Prevén polarización para elecciones


La polarización entre la oposición y el oficialismo en la aprobación de una ley electoral –que incluyó la huelga de hambre del presidente Evo Morales–, será aún mayor a medida que se aproxima la elección presidencial de diciembre, que será «la madre de todas las batallas», según analistas.


El martes fue promulgada la ley electoral, que posibilita elecciones presidenciales y legislativas tras un intenso forcejeo de seis dí­as, que incluyó la huelga de hambre de Morales (levantada una vez que la ley fue aprobada), amenazas de cerco al Congreso para intimidar a los parlamentarios opositores y cruce de epí­tetos entre las dos bancadas.

Tras la promulgación de la ley, tanto el gobierno como la oposición salieron a proclamar su triunfo en este pulseo.

«La democracia le ganó a la dictadura, al cerco y a la imposición», dijo Rubén Costas, prefecto de Santa Cruz, considerado el principal opositor de Morales.

Mientras tanto el vicepresidente Alvaro Garcí­a Linera calificó de «golpistas y fascistas» a sus adversarios y expresó su confianza de que «serán desplazados del poder» en las elecciones.

Para el analista polí­tico Carlos Cordero, la oposición polí­tica de derecha y de centroderecha que controla el Senado «logró casi todo lo que demandó», porque logró imponer al gobierno un nuevo padrón electoral pues considera que el sistema manual vigente de votantes es poco confiable y fácilmente manipulable.

Según Cordero, «la madre de todas las batallas será la elección de diciembre», en las que Morales intentará ganar por un nuevo perí­odo de 2010 a 2015, pues es muy probable que la oposición utilizará todo tipo de estrategias para impedir su victoria.

Para el constitucionalista Jorge Lazarte, «la oposición ganó más que el Poder Ejecutivo.
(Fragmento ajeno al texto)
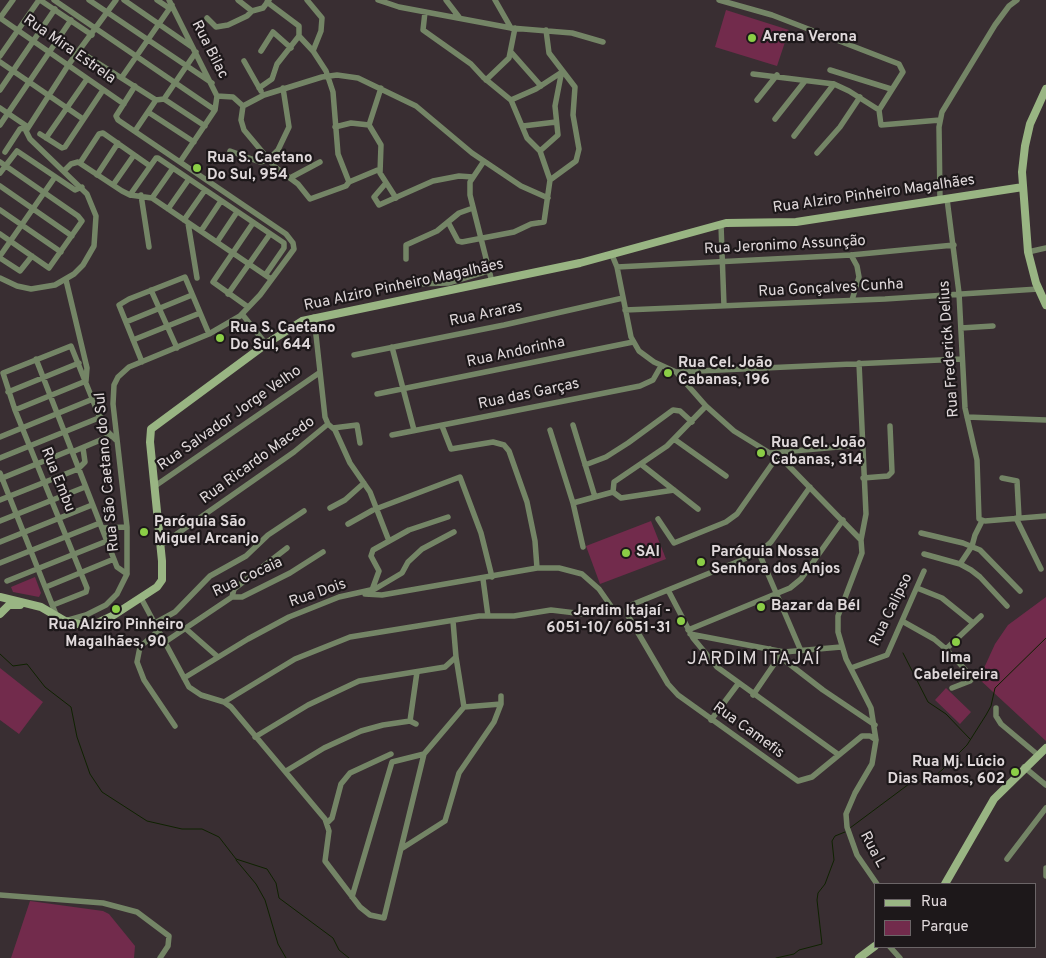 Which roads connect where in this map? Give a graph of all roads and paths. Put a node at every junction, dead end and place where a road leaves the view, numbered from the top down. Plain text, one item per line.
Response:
1 (13, 0) edge
2 (39, 0) edge
3 (89, 0) edge
4 (116, 0) edge
5 (124, 0) edge
6 (157, 0) edge
7 (238, 0) edge
8 (307, 0) edge
9 (378, 0) edge
10 (446, 0) edge
11 (495, 0) edge
12 (719, 0) edge
13 (1017, 0) edge
14 (56, 1) edge
15 (268, 1) edge
16 (170, 4) edge
17 (55, 9) junction
18 (252, 11) junction
19 (425, 12) junction
20 (107, 13) junction
21 (459, 17) junction
22 (0, 18) edge
23 (207, 18) dead end
24 (71, 20) junction
25 (158, 24) junction
26 (513, 28) junction
27 (18, 29) junction
28 (546, 30) junction
29 (94, 32) junction
30 (299, 36) junction
31 (34, 40) junction
32 (147, 40) junction
33 (603, 42) dead end
34 (291, 48) junction
35 (194, 50) junction
36 (50, 51) junction
37 (79, 51) junction
38 (261, 51) dead end
39 (313, 51) junction
40 (511, 52) junction
41 (0, 56) edge
42 (136, 56) junction
43 (244, 61) dead end
44 (0, 62) edge
45 (69, 64) junction
46 (186, 66) junction
47 (830, 70) dead end
48 (13, 71) junction
49 (562, 71) junction
50 (753, 74) dead end
51 (777, 75) junction
52 (328, 76) junction
53 (122, 77) junction
54 (87, 79) junction
55 (486, 80) junction
56 (805, 81) junction
57 (29, 82) junction
58 (175, 82) junction
59 (212, 83) junction
60 (834, 84) junction
61 (135, 86) junction
62 (541, 86) junction
63 (259, 88) junction
64 (283, 88) junction
65 (381, 88) junction
66 (892, 89) junction
67 (0, 90) edge
68 (103, 90) junction
69 (1046, 90) edge
70 (264, 94) junction
71 (48, 95) junction
72 (217, 96) junction
73 (860, 97) junction
74 (164, 98) junction
75 (156, 100) junction
76 (511, 100) junction
77 (757, 100) dead end
78 (124, 104) junction
79 (243, 106) junction
80 (0, 108) edge
81 (67, 108) junction
82 (215, 110) junction
83 (879, 110) junction
84 (148, 112) junction
85 (8, 113) junction
86 (83, 119) junction
87 (775, 119) dead end
88 (940, 120) junction
89 (556, 122) junction
90 (0, 125) edge
91 (205, 126) junction
92 (369, 126) junction
93 (523, 126) junction
94 (28, 127) junction
95 (335, 127) junction
96 (135, 132) junction
97 (40, 134) dead end
98 (794, 136) dead end
99 (46, 138) junction
100 (194, 142) junction
101 (118, 143) junction
102 (540, 151) junction
103 (5, 152) dead end
104 (230, 152) dead end
105 (817, 153) dead end
106 (134, 154) junction
107 (268, 160) junction
108 (484, 161) junction
109 (180, 162) junction
110 (320, 162) dead end
111 (80, 163) junction
112 (3, 164) edge
113 (150, 166) junction
114 (173, 168) junction
115 (380, 169) junction
116 (64, 171) junction
117 (0, 173) edge
118 (97, 174) junction
119 (55, 176) junction
120 (473, 177) junction
121 (290, 178) junction
122 (189, 179) junction
123 (550, 180) junction
124 (350, 182) junction
125 (386, 183) junction
126 (113, 185) junction
127 (0, 186) edge
128 (82, 187) junction
129 (1023, 187) junction
130 (205, 190) junction
131 (44, 193) junction
132 (130, 195) junction
133 (141, 196) junction
134 (152, 198) junction
135 (396, 198) junction
136 (548, 198) junction
137 (944, 200) junction
138 (221, 201) junction
139 (473, 208) junction
140 (33, 209) junction
141 (168, 209) junction
142 (0, 210) edge
143 (237, 212) junction
144 (186, 222) junction
145 (448, 222) junction
146 (253, 223) junction
147 (22, 225) junction
148 (720, 225) junction
149 (201, 231) junction
150 (0, 234) edge
151 (270, 234) junction
152 (72, 236) junction
153 (481, 238) junction
154 (10, 241) junction
155 (217, 242) junction
156 (954, 245) junction
157 (149, 247) dead end
158 (1046, 248) edge
159 (61, 252) junction
160 (233, 252) junction
161 (1028, 252) junction
162 (612, 255) junction
163 (850, 255) junction
164 (32, 256) junction
165 (0, 257) edge
166 (406, 258) dead end
167 (723, 262) junction
168 (249, 263) junction
169 (617, 267) junction
170 (488, 271) junction
171 (266, 274) junction
172 (0, 278) edge
173 (197, 278) dead end
174 (272, 279) junction
175 (66, 280) junction
176 (492, 282) junction
177 (416, 284) dead end
178 (1038, 289) junction
179 (151, 290) junction
180 (228, 294) junction
181 (959, 294) junction
182 (192, 295) junction
183 (623, 298) junction
184 (852, 300) junction
185 (1046, 305) edge
186 (724, 306) junction
187 (159, 308) junction
188 (248, 308) junction
189 (625, 310) junction
190 (200, 313) junction
191 (242, 314) junction
192 (314, 317) junction
193 (126, 322) junction
194 (166, 326) junction
195 (992, 326) dead end
196 (961, 328) junction
197 (209, 334) junction
198 (133, 340) junction
199 (633, 342) junction
200 (266, 344) junction
201 (392, 347) junction
202 (177, 348) junction
203 (354, 355) dead end
204 (36, 359) junction
205 (962, 359) junction
206 (142, 362) junction
207 (79, 363) junction
208 (859, 363) junction
209 (661, 366) junction
210 (676, 372) junction
211 (319, 373) junction
212 (43, 378) junction
213 (86, 381) junction
214 (404, 389) junction
215 (8, 392) junction
216 (377, 394) dead end
217 (50, 396) junction
218 (93, 399) junction
219 (706, 406) junction
220 (15, 410) junction
221 (57, 414) junction
222 (101, 417) junction
223 (967, 417) junction
224 (1046, 420) edge
225 (692, 422) junction
226 (573, 425) dead end
227 (331, 426) junction
228 (442, 426) junction
229 (890, 426) dead end
230 (22, 428) junction
231 (414, 430) junction
232 (550, 430) dead end
233 (64, 432) junction
234 (392, 435) dead end
235 (110, 436) junction
236 (0, 437) edge
237 (674, 440) junction
238 (117, 441) junction
239 (360, 443) dead end
240 (862, 445) junction
241 (30, 446) junction
242 (83, 448) junction
243 (794, 449) junction
244 (72, 451) junction
245 (770, 453) junction
246 (777, 457) junction
247 (0, 458) edge
248 (786, 463) junction
249 (37, 464) junction
250 (585, 465) junction
251 (642, 465) junction
252 (78, 469) junction
253 (726, 476) dead end
254 (1, 477) edge
255 (863, 478) junction
256 (1002, 478) dead end
257 (44, 482) junction
258 (364, 483) junction
259 (155, 486) junction
260 (85, 487) junction
261 (810, 487) junction
262 (674, 490) junction
263 (613, 492) junction
264 (9, 496) junction
265 (595, 497) junction
266 (0, 500) edge
267 (51, 500) junction
268 (573, 503) junction
269 (92, 505) junction
270 (330, 508) dead end
271 (376, 509) junction
272 (698, 509) dead end
273 (304, 511) dead end
274 (16, 514) junction
275 (1046, 516) edge
276 (448, 517) dead end
277 (59, 518) junction
278 (1018, 518) junction
279 (658, 519) dead end
280 (843, 520) junction
281 (0, 521) edge
282 (982, 521) junction
283 (348, 524) dead end
284 (101, 525) junction
285 (127, 527) junction
286 (454, 532) dead end
287 (24, 533) junction
288 (922, 533) dead end
289 (66, 536) junction
290 (861, 540) junction
291 (107, 541) junction
292 (389, 541) junction
293 (0, 542) edge
294 (161, 545) junction
295 (972, 546) junction
296 (583, 547) dead end
297 (288, 548) dead end
298 (31, 551) junction
299 (323, 552) dead end
300 (759, 553) junction
301 (74, 554) junction
302 (924, 554) dead end
303 (114, 559) junction
304 (0, 563) edge
305 (960, 564) junction
306 (537, 568) junction
307 (39, 569) junction
308 (1042, 569) dead end
309 (924, 571) dead end
310 (81, 573) junction
311 (127, 574) junction
312 (492, 577) junction
313 (484, 579) junction
314 (7, 581) dead end
315 (46, 587) junction
316 (917, 588) junction
317 (372, 590) junction
318 (668, 590) junction
319 (1020, 591) dead end
320 (49, 594) junction
321 (363, 594) junction
322 (777, 595) junction
323 (0, 597) edge
324 (232, 597) junction
325 (141, 598) junction
326 (0, 604) edge
327 (53, 605) junction
328 (1007, 606) dead end
329 (41, 609) junction
330 (613, 609) dead end
331 (0, 613) edge
332 (584, 614) dead end
333 (488, 616) junction
334 (981, 616) dead end
335 (57, 617) junction
336 (65, 621) junction
337 (453, 621) junction
338 (902, 621) junction
339 (155, 623) junction
340 (973, 623) junction
341 (185, 628) junction
342 (159, 630) junction
343 (689, 632) junction
344 (165, 642) junction
345 (841, 646) junction
346 (770, 649) junction
347 (946, 649) junction
348 (801, 651) junction
349 (218, 657) junction
350 (456, 657) junction
351 (779, 657) junction
352 (851, 668) junction
353 (417, 672) junction
354 (977, 672) dead end
355 (184, 678) junction
356 (973, 678) junction
357 (738, 684) junction
358 (952, 688) dead end
359 (753, 695) junction
360 (501, 696) dead end
361 (224, 702) junction
362 (501, 704) junction
363 (464, 707) junction
364 (996, 708) dead end
365 (712, 720) junction
366 (410, 721) junction
367 (416, 724) dead end
368 (874, 725) junction
369 (175, 726) dead end
370 (255, 737) junction
371 (876, 740) junction
372 (1046, 748) edge
373 (391, 754) dead end
374 (424, 754) junction
375 (839, 755) junction
376 (1038, 755) junction
377 (1024, 767) junction
378 (286, 771) junction
379 (1046, 785) edge
380 (1046, 808) edge
381 (327, 823) junction
382 (401, 849) junction
383 (1007, 858) dead end
384 (876, 883) edge
385 (946, 883) edge
386 (0, 895) edge
387 (352, 897) junction
388 (874, 947) edge
389 (891, 948) edge
390 (160, 958) edge
391 (859, 958) edge
392 (900, 958) edge

1 - 22 street
2 - 17 street
2 - 27 street
3 - 20 street
4 - 20 street
5 - 25 street
6 - 16 street
7 - 18 street
8 - 39 street
9 - 19 street
10 - 21 street
11 - 26 street
12 - 66 street
13 - 88 street
14 - 29 street
15 - 18 street
15 - 30 street
16 - 25 street
16 - 35 street, Rua Bilac
17 - 24 street
17 - 31 street
18 - 23 street
19 - 21 street
19 - 55 street
20 - 29 street
20 - 32 street
21 - 26 street
22 - 27 street, Rua Mira Estrela
24 - 29 street
24 - 36 street
25 - 32 street
25 - 35 street
26 - 28 street
26 - 40 street
27 - 31 street, Rua Mira Estrela
27 - 41 street
28 - 33 street
28 - 49 street
29 - 37 street
29 - 42 street
30 - 34 street
30 - 39 street
31 - 36 street, Rua Mira Estrela
31 - 48 street
32 - 42 street
32 - 46 street
34 - 38 street
34 - 63 street
35 - 46 street
35 - 59 street, Rua Bilac
36 - 45 street, Rua Mira Estrela
36 - 57 street
37 - 45 street
37 - 53 street
39 - 52 street
40 - 55 street
40 - 62 street
42 - 53 street
42 - 58 street
43 - 63 street
44 - 48 street
45 - 54 street, Rua Mira Estrela
45 - 71 street
46 - 58 street
46 - 59 street
47 - 66 street
48 - 57 street
48 - 67 street
49 - 62 street
49 - 89 street
49 - 123 street
50 - 51 street
51 - 56 street
51 - 77 street
52 - 64 street
52 - 65 street
52 - 95 street
53 - 61 street
54 - 68 street, Rua Mira Estrela
54 - 81 street
55 - 76 street
56 - 60 street
56 - 87 street
57 - 71 street
57 - 85 street
58 - 74 street
58 - 82 street
59 - 72 street, Rua Bilac
60 - 73 street
60 - 98 street
61 - 75 street
61 - 78 street
62 - 76 street
63 - 70 street
64 - 70 street
64 - 107 street
65 - 92 street
65 - 108 street
66 - 83 street
68 - 78 street, Rua Mira Estrela
68 - 86 street
69 - 129 street
70 - 79 street
71 - 81 street
71 - 94 street
72 - 79 street
72 - 82 street, Rua Bilac
73 - 83 street
73 - 105 street
74 - 75 street
74 - 91 street
75 - 84 street
76 - 93 street
78 - 96 street, Rua São Caetano do Sul
79 - 107 street
80 - 85 street
81 - 86 street
81 - 99 street
82 - 91 street, Rua Bilac
83 - 88 street
84 - 96 street
84 - 100 street
85 - 90 street
85 - 94 street
86 - 99 street
88 - 137 street, Rua Frederick Delius
89 - 93 street
89 - 102 street
91 - 100 street, Rua Bilac
92 - 95 street
92 - 115 street
93 - 102 street
94 - 103 street
94 - 116 street
95 - 124 street
96 - 109 street, Rua São Caetano do Sul
97 - 99 street
100 - 109 street, Rua Bilac
101 - 106 street
101 - 111 street
101 - 118 street
102 - 123 street
104 - 107 street
106 - 113 street
106 - 126 street
107 - 121 street
108 - 120 street
108 - 136 street
109 - 174 street, Rua São Caetano do Sul
110 - 121 street
111 - 116 street
111 - 118 street
112 - 117 street
112 - 119 street
112 - 131 street
113 - 114 street
113 - 132 street
114 - 122 street
114 - 134 street
115 - 124 street
115 - 125 street
116 - 128 street
118 - 126 street
119 - 128 street
119 - 131 street
120 - 135 street
120 - 139 street
121 - 124 street
122 - 130 street
122 - 141 street
123 - 136 street
125 - 135 street
125 - 135 street
126 - 132 street
127 - 140 street
128 - 175 street
129 - 137 street, Rua Alziro Pinheiro Magalhães
129 - 161 street
130 - 138 street
130 - 144 street
131 - 140 street
131 - 152 street
132 - 133 street
133 - 134 street
133 - 157 street
134 - 141 street
136 - 153 street
137 - 148 street, Rua Alziro Pinheiro Magalhães
137 - 156 street, Rua Frederick Delius
138 - 143 street
138 - 149 street
139 - 145 street
139 - 153 street
140 - 147 street
140 - 152 street
141 - 144 street
142 - 147 street
143 - 146 street
143 - 155 street
144 - 149 street
144 - 173 street
145 - 153 street
145 - 166 street
146 - 151 street
146 - 160 street
147 - 154 street
147 - 159 street
148 - 162 street, Rua Alziro Pinheiro Magalhães
148 - 167 street
149 - 155 street
150 - 154 street
151 - 168 street
151 - 171 street
152 - 159 street
153 - 170 street
154 - 164 street
154 - 165 street
155 - 160 street
156 - 163 street, Rua Jeronimo Assunção
156 - 181 street, Rua Frederick Delius
158 - 161 street
159 - 164 street
160 - 168 street
160 - 180 street
161 - 178 street
162 - 169 street
162 - 176 street, Rua Alziro Pinheiro Magalhães
163 - 167 street, Rua Jeronimo Assunção
163 - 184 street
164 - 165 street
167 - 169 street, Rua Jeronimo Assunção
167 - 186 street
168 - 171 street
168 - 180 street
169 - 183 street
170 - 176 street
170 - 177 street
171 - 174 street
172 - 175 street
174 - 188 street, Rua São Caetano do Sul
175 - 213 street
176 - 192 street, Rua Alziro Pinheiro Magalhães
178 - 181 street, Rua Gonçalves Cunha
178 - 185 street
179 - 182 street
179 - 187 street
179 - 193 street
180 - 188 street
181 - 184 street, Rua Gonçalves Cunha
181 - 196 street, Rua Frederick Delius
182 - 187 street
182 - 190 street
183 - 189 street
183 - 201 street, Rua Araras
184 - 186 street, Rua Gonçalves Cunha
186 - 189 street, Rua Gonçalves Cunha
187 - 193 street
187 - 194 street
188 - 191 street, Rua São Caetano do Sul
189 - 199 street
190 - 194 street
190 - 197 street
191 - 197 street, Rua São Caetano do Sul
191 - 200 street
192 - 200 street, Rua Alziro Pinheiro Magalhães
192 - 211 street, Rua Ricardo Macedo
193 - 198 street
194 - 198 street
194 - 202 street
195 - 196 street
196 - 205 street, Rua Frederick Delius
197 - 202 street, Rua São Caetano do Sul
198 - 206 street
199 - 209 street
199 - 214 street, Rua Andorinha
200 - 259 street, Rua Alziro Pinheiro Magalhães
201 - 203 street, Rua Araras
201 - 214 street
202 - 206 street, Rua São Caetano do Sul
204 - 207 street
204 - 212 street
204 - 215 street, Rua Embu
205 - 208 street
205 - 223 street, Rua Frederick Delius
206 - 238 street, Rua São Caetano do Sul
207 - 212 street
207 - 213 street
208 - 210 street
208 - 240 street
209 - 210 street
209 - 228 street, Rua das Garças
210 - 219 street
211 - 227 street, Rua Ricardo Macedo
211 - 259 street, Rua Salvador Jorge Velho
212 - 215 street
212 - 217 street
213 - 217 street
213 - 218 street
214 - 216 street, Rua Andorinha
214 - 231 street
215 - 220 street, Rua Embu
217 - 220 street
217 - 221 street
218 - 221 street
218 - 222 street
219 - 225 street
219 - 245 street
220 - 230 street, Rua Embu
221 - 230 street
221 - 233 street
222 - 233 street
222 - 235 street
223 - 224 street
223 - 282 street, Rua Frederick Delius
225 - 237 street
225 - 250 street
226 - 250 street
227 - 239 street
227 - 258 street
227 - 294 street, Rua Ricardo Macedo
228 - 231 street, Rua das Garças
228 - 306 street
229 - 255 street
230 - 236 street
230 - 241 street, Rua Embu
231 - 234 street, Rua das Garças
232 - 268 street
233 - 241 street
233 - 244 street
235 - 238 street
235 - 242 street
237 - 251 street
237 - 253 street
238 - 285 street, Rua São Caetano do Sul
240 - 243 street
240 - 255 street
241 - 247 street
241 - 249 street, Rua Embu
242 - 244 street
242 - 252 street
243 - 245 street
243 - 248 street
244 - 249 street
244 - 252 street
245 - 246 street
246 - 248 street
246 - 279 street
248 - 261 street
249 - 254 street
249 - 257 street, Rua Embu
250 - 265 street
251 - 262 street
251 - 263 street
252 - 257 street
252 - 260 street
254 - 264 street
255 - 290 street
256 - 278 street
257 - 264 street
257 - 267 street, Rua Embu
258 - 270 street
258 - 271 street
259 - 294 street, Rua Alziro Pinheiro Magalhães
260 - 267 street
260 - 269 street
261 - 280 street
261 - 300 street
262 - 263 street
262 - 272 street
263 - 265 street
264 - 266 street
264 - 274 street
265 - 268 street
267 - 274 street
267 - 277 street, Rua Embu
268 - 296 street
269 - 277 street
269 - 284 street
271 - 283 street
271 - 292 street
271 - 312 street
273 - 339 street
274 - 281 street
274 - 287 street
275 - 278 street
276 - 292 street
277 - 287 street
277 - 289 street, Rua Embu
278 - 282 street
278 - 308 street
280 - 290 street
280 - 322 street
282 - 295 street
284 - 285 street
284 - 289 street
284 - 291 street
285 - 311 street, Rua São Caetano do Sul
286 - 317 street, Rua Dois
287 - 293 street
287 - 298 street
288 - 295 street
289 - 298 street
289 - 301 street, Rua Embu
290 - 345 street
291 - 301 street
291 - 303 street
292 - 317 street
294 - 325 street, Rua Alziro Pinheiro Magalhães
295 - 305 street
295 - 319 street
297 - 324 street
298 - 304 street
298 - 307 street
299 - 324 street, Rua Cocaia
300 - 318 street
300 - 322 street
301 - 307 street
301 - 310 street, Rua Embu
302 - 305 street
303 - 310 street
303 - 311 street
305 - 328 street
306 - 312 street
306 - 330 street
307 - 314 street
307 - 315 street
309 - 316 street, Rua Calipso
310 - 315 street
310 - 327 street, Rua Embu
311 - 336 street, Rua São Caetano do Sul
312 - 313 street
313 - 321 street
313 - 333 street
315 - 320 street
316 - 338 street, Rua Calipso
316 - 340 street
317 - 321 street, Rua Dois
318 - 343 street
318 - 365 street, Rua Camefis
320 - 327 street
320 - 329 street
321 - 349 street, Rua Dois
322 - 343 street
322 - 348 street
323 - 329 street
324 - 341 street, Rua Cocaia
325 - 336 street, Rua Alziro Pinheiro Magalhães
325 - 339 street
326 - 331 street
327 - 335 street
329 - 331 street, Rua Alziro Pinheiro Magalhães
329 - 335 street, Rua Alziro Pinheiro Magalhães
332 - 333 street
333 - 337 street
334 - 340 street
335 - 336 street, Rua Alziro Pinheiro Magalhães
337 - 350 street
337 - 361 street
338 - 347 street
338 - 352 street, Rua Calipso
339 - 342 street
340 - 347 street
341 - 344 street, Rua Cocaia
341 - 349 street
342 - 344 street
342 - 369 street
343 - 346 street
343 - 357 street
344 - 355 street
345 - 348 street
345 - 352 street
346 - 348 street
346 - 351 street
347 - 356 street
349 - 355 street, Rua Dois
350 - 353 street
350 - 363 street
351 - 359 street
351 - 368 street
352 - 368 street
353 - 366 street
353 - 370 street
354 - 356 street
355 - 361 street
356 - 358 street
357 - 359 street
357 - 365 street
359 - 375 street
360 - 362 street
361 - 370 street
362 - 363 street
362 - 382 street
363 - 374 street
364 - 376 street
365 - 375 street, Rua Camefis
366 - 367 street
366 - 378 street
368 - 371 street
370 - 378 street
371 - 375 street, Rua Camefis
371 - 384 street, Rua L
372 - 376 street
373 - 381 street
374 - 382 street
374 - 387 street
376 - 377 street
377 - 379 street
377 - 385 street
378 - 381 street
380 - 383 street
381 - 387 street
382 - 387 street
386 - 390 street
388 - 391 street
389 - 392 street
Los segundos grandes perdedores son los pueblos indí­genas, que fueron objeto de la negociación y no pudieron impedir ser usados».

Esto en referencia a que el gobierno debió ceder 7 de los 14 escaños que pedí­a en la Cámara Baja para circunscripciones indí­genas

Para el politólogo Jorge Kafka,»el gobierno tení­a expectativas más elevadas con los escaños indí­genas, aspecto que negoció y tiene un costo polí­tico pero logró una victoria relativa con la votación de los bolivianos en el exterior. Se puede hablar de empate, cuyo desempate se dará en las elecciones de diciembre».

La discusión más importante fue la del padrón electoral, que el gobierno se negaba a revisar. Aunque sea una cuestión técnica, demoras en implementar el nuevo padrón o dudas sobre su eficiencia puede volver a generar tensión polí­tica en el paí­s.

El investigador social Roger Cortez dijo a la AFP que eso es un problema potencial ya que «presenta aparentemente muchas dificultades apiladas».

Cortez cree que en la medida de que se acercan las elecciones «tienden a aparecer por todos lados conflictos, porque hay la tendencia de varios sectores sociales de obtener ventajas» polí­ticas.

Morales, que aplica una polí­tica de fuerte contenido estatista e indí­gena, lanzó el martes su candidatura presidencial, acompañado por obreros y campesinos que lo apoyan hasta el delirio.

Morales, quien llegó a la presidencial con una votación de 54%, aseguró que se podí­a ganar con el «60 a 70% de los votos».

La oposición, en cambio, no tiene candidato o candidatos que le hagan frente a Morales, pues su rol se asentó, principalmente, en el trabajo desperdigado de cuatro de los nueve prefectos de Bolivia, lo que ha producido lí­deres regionales pero sin proyección nacional.

El ex presidente conservador Carlos Mesa y el ex vicepresidente Ví­ctor Hugo Cárdenas han anunciado intención de participar pero no la han oficializado.

Según analistas el juego mayor está en las legislativas, pues para el Gobierno es crucial dominar el Senado (cámara alta) donde actualmente la oposición es mayorí­a y se ha convertido en freno a algunos proyectos del gobierno.